This story is from October 13, 2020

US auction theory pioneers win Nobel economics prize

US auction theory pioneers win Nobel economics prize
Image credit: Twitter/@Stanford
Two American economists won the Nobel Prize for improving how auctions work, research that underlies much of today’s economy — from the way Google sells advertising to the way telecom companies acquire airwaves from the government.
The discoveries of Paul Milgrom and Robert Wilson, both of Stanford University, “have benefitted sellers, buyers and taxpayers around the world”, the Nobel Committee said.
Wilson was once Milgrom’s PhD adviser, and the two also happen to be neighbours. Reached by phone at his home in California, Milgrom said he received news of their win “in a strange way”. “I got a knock at my door from Bob Wilson,” he said. The two men tackled the tricky problem of making auctions work efficiently.
Among the insights of the two Stanford University economists is an explanation of how bidders seek to avoid the so-called “winner’s curse” of over-paying, and what happens when bidders gain a better understanding of their rivals’ sense of value. Milgrom and Wilson notably came up with formats for selling interrelated items simultaneously.
Wilson showed that rational bidders tend to place bids below their own best estimate of what he called the “common value” — that is, when the value of an item is deemed to be the same for everyone — for fear of paying too much. Milgrom complemented that with theories on “private values”, when the perceived value of something differs from bidder to bidder. He demonstrated that an auction format will give the seller higher expected revenue when bidders learn more about each other’s estimated values during the bidding process.
In 1994, US authorities used one of their auction designs to sell radio frequencies to telecom operators. Milgrom and Wilson (with help from Preston McAfee, now at Google) designed an auction format in which all the licenses were sold in one go. That format discourages speculators from buying up frequencies in a specific geographic area and then reselling them to big telecommunications firms seeking to patch together national or regional networks. The auction raised $617 million — selling frequencies that previously were handed out for virtually nothing — and became a model for countries from Canada to India. The format has also been used to auction off electricity and natural gas.

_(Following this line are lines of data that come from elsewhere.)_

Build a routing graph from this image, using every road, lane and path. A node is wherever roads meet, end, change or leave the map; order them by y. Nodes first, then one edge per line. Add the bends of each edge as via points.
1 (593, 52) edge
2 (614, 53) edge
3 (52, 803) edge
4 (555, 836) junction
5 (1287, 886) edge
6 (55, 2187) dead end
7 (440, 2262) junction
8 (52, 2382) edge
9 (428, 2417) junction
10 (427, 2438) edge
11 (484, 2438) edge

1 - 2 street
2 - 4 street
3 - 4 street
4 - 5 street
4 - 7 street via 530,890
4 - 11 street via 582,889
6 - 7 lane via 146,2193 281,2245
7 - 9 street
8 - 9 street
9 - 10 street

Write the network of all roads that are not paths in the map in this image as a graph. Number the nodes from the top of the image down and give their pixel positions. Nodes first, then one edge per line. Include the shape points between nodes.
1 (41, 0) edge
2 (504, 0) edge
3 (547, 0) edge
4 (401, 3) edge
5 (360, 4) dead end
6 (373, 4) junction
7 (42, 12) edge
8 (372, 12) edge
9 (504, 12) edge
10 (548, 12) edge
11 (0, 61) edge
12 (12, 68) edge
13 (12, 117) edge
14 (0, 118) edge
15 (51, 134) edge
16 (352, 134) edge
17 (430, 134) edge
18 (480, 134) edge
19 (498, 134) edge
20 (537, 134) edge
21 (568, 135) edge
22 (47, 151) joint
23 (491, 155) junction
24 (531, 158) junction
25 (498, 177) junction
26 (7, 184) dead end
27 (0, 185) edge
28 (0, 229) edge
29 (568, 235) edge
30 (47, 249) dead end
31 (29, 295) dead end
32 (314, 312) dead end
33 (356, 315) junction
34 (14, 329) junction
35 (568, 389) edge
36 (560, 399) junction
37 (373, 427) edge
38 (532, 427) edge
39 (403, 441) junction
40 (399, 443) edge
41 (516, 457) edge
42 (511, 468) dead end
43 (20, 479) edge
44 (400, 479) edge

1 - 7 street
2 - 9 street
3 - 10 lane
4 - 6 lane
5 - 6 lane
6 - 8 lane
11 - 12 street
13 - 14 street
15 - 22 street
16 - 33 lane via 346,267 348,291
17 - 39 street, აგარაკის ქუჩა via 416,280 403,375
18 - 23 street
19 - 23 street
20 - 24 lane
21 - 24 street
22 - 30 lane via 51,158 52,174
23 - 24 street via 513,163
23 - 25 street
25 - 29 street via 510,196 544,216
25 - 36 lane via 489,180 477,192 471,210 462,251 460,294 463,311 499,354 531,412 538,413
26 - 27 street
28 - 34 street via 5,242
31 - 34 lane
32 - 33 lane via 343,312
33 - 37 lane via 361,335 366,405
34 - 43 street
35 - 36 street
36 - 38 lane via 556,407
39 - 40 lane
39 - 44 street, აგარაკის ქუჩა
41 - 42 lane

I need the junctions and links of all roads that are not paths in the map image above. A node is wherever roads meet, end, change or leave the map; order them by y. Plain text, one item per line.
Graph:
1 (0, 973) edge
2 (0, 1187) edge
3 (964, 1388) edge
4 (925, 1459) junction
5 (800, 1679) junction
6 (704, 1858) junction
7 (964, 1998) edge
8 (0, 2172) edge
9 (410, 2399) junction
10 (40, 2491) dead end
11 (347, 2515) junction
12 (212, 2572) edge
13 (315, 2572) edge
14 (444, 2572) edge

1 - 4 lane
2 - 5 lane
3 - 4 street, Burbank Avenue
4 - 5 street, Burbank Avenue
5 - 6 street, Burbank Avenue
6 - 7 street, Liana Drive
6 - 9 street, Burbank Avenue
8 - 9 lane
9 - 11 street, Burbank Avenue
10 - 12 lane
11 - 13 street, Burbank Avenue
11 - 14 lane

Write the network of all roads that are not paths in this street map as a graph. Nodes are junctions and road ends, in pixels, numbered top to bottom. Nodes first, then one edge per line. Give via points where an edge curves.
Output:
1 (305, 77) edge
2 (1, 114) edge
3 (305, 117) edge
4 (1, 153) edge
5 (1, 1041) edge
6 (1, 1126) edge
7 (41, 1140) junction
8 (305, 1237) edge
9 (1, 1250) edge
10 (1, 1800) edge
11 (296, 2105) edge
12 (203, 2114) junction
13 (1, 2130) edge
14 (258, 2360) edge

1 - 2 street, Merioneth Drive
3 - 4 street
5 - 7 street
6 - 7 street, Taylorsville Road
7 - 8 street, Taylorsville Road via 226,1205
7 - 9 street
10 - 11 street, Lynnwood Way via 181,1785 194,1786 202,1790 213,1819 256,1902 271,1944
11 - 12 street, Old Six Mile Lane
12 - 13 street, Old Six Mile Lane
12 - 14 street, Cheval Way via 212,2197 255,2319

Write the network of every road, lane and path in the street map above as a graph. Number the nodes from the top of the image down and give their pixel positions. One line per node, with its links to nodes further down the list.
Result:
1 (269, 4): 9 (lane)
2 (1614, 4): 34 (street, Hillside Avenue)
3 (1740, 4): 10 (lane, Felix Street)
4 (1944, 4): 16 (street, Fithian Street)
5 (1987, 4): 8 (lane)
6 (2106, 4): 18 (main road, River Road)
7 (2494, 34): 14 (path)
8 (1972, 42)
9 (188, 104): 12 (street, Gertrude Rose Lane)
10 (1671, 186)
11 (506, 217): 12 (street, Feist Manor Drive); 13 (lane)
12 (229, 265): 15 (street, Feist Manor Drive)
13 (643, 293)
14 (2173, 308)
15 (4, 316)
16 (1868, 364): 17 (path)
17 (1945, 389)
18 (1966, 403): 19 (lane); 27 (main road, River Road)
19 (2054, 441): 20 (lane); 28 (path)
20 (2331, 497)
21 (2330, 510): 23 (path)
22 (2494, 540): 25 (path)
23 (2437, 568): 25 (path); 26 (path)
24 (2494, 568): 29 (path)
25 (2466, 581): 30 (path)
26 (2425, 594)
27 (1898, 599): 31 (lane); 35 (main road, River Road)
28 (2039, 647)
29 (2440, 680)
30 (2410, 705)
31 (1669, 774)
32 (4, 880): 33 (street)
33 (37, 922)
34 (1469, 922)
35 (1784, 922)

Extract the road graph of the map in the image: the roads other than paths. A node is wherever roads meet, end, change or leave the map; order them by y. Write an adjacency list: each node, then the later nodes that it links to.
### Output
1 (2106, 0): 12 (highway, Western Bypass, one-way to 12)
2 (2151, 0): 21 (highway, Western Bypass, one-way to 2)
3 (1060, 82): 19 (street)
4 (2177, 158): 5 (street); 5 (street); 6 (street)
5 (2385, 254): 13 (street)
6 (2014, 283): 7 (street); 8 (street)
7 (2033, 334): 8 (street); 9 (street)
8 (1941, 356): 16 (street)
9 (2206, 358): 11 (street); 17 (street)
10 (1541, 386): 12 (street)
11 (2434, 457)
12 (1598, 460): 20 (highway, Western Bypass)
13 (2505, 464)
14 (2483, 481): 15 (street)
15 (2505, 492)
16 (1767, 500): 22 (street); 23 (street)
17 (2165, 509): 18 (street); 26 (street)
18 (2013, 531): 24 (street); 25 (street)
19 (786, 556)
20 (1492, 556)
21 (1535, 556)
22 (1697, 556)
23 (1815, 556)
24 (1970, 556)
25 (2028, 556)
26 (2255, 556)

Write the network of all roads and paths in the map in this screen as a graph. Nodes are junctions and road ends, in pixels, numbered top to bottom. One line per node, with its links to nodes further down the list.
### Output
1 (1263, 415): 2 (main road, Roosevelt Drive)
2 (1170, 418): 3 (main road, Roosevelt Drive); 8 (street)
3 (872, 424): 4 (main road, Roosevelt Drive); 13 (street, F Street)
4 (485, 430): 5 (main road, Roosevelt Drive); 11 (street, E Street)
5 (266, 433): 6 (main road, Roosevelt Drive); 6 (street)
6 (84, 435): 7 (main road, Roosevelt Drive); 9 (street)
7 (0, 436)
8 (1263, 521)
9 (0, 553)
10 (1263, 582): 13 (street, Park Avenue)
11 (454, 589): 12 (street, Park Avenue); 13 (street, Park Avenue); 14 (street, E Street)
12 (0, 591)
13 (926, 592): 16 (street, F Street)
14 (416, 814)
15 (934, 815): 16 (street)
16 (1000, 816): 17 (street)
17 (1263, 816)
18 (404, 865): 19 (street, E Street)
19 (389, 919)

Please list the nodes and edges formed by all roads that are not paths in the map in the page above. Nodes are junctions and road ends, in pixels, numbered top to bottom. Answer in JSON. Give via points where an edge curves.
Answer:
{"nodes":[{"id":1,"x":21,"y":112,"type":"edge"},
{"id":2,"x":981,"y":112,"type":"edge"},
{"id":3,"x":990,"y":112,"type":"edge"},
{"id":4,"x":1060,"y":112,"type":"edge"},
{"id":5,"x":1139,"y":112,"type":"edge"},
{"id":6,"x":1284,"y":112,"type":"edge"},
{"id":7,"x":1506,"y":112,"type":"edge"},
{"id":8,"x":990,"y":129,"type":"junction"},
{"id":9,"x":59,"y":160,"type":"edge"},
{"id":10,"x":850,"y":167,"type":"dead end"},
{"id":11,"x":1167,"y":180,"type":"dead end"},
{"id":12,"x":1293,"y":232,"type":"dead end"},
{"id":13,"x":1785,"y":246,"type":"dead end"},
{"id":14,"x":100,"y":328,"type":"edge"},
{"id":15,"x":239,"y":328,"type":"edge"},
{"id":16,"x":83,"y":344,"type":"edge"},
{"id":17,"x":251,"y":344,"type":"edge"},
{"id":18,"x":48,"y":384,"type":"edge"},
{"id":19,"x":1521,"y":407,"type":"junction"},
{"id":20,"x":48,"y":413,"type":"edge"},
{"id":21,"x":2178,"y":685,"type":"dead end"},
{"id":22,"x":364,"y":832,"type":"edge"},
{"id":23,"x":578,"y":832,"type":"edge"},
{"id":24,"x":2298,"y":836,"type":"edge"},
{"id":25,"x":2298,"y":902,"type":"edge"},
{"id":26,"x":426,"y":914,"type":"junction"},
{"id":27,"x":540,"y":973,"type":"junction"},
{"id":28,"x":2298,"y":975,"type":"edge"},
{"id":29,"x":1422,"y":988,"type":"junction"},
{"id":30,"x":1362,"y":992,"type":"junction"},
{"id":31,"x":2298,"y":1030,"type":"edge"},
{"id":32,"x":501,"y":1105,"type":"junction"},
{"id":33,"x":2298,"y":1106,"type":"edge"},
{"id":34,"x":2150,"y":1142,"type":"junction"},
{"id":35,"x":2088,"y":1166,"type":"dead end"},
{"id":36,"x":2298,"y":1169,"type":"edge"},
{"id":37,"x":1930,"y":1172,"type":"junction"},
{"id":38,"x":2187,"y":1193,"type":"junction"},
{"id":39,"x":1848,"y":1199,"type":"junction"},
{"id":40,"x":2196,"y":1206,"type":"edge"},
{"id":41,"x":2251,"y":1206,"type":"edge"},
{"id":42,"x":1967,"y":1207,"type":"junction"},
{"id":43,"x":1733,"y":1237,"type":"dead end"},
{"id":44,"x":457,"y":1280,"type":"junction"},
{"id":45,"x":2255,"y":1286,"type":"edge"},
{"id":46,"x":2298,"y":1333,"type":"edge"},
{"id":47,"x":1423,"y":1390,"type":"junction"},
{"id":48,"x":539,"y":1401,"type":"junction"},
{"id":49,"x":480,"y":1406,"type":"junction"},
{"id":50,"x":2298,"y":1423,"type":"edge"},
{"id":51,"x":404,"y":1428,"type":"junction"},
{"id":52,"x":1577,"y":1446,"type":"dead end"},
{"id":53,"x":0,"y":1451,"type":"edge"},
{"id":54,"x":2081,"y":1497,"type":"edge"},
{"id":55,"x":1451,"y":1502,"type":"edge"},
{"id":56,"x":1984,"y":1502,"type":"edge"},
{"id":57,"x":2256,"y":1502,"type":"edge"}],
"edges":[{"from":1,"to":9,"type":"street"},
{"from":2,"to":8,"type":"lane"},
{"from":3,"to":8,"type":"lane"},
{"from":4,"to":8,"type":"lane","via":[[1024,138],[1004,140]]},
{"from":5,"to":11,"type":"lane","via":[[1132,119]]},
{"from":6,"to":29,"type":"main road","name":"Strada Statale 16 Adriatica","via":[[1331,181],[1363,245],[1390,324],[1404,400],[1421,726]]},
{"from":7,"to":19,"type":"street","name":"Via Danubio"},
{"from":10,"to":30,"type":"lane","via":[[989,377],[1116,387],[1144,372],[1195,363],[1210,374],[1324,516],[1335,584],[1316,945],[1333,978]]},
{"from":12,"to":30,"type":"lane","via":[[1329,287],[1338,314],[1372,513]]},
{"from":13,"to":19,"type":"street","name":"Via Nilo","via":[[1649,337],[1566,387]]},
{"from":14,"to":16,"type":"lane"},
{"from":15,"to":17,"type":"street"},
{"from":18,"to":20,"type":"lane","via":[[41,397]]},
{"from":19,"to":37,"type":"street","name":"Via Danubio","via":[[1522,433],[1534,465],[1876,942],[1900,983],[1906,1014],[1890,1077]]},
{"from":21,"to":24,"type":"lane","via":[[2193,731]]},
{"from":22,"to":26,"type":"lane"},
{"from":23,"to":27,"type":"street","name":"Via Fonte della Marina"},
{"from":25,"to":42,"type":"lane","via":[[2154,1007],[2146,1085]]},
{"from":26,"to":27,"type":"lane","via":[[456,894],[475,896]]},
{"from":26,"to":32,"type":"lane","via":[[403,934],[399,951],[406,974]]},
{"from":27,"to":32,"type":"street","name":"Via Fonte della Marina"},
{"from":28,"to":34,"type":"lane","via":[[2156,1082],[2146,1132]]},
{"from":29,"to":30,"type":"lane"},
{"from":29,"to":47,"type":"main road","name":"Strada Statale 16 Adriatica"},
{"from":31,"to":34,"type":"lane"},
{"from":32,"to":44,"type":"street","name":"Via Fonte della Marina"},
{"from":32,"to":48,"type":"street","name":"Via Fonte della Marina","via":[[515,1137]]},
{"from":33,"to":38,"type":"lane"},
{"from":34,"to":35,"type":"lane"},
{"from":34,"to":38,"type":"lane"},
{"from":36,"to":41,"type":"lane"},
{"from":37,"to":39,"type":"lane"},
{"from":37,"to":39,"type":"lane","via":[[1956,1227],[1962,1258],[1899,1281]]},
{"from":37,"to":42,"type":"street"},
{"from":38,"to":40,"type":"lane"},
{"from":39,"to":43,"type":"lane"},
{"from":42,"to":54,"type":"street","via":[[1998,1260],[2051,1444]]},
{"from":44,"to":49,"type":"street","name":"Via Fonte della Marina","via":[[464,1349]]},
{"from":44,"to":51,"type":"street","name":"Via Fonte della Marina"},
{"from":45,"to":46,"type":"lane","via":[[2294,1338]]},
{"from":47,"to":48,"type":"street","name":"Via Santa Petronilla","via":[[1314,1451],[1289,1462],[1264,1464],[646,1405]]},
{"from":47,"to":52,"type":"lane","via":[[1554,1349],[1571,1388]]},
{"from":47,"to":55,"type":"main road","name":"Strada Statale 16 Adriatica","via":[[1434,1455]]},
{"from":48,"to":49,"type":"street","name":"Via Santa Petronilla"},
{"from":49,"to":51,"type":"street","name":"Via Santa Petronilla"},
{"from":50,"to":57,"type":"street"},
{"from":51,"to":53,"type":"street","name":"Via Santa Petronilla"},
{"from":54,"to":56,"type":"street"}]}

The effects of their work can be seen all around. “Online advertising is sold at auction,” said David Warsh, who tracks economic research at his blog Economic Principals. “That Google was able to adopt the method so quickly and seamlessly depended entirely on theory developed by Milgrom and his competitors and their students.” Last year the honour went to India-born Abhijit Banerjee, French-American Esther Duflo, and American Michael Kremer for their work on alleviating poverty.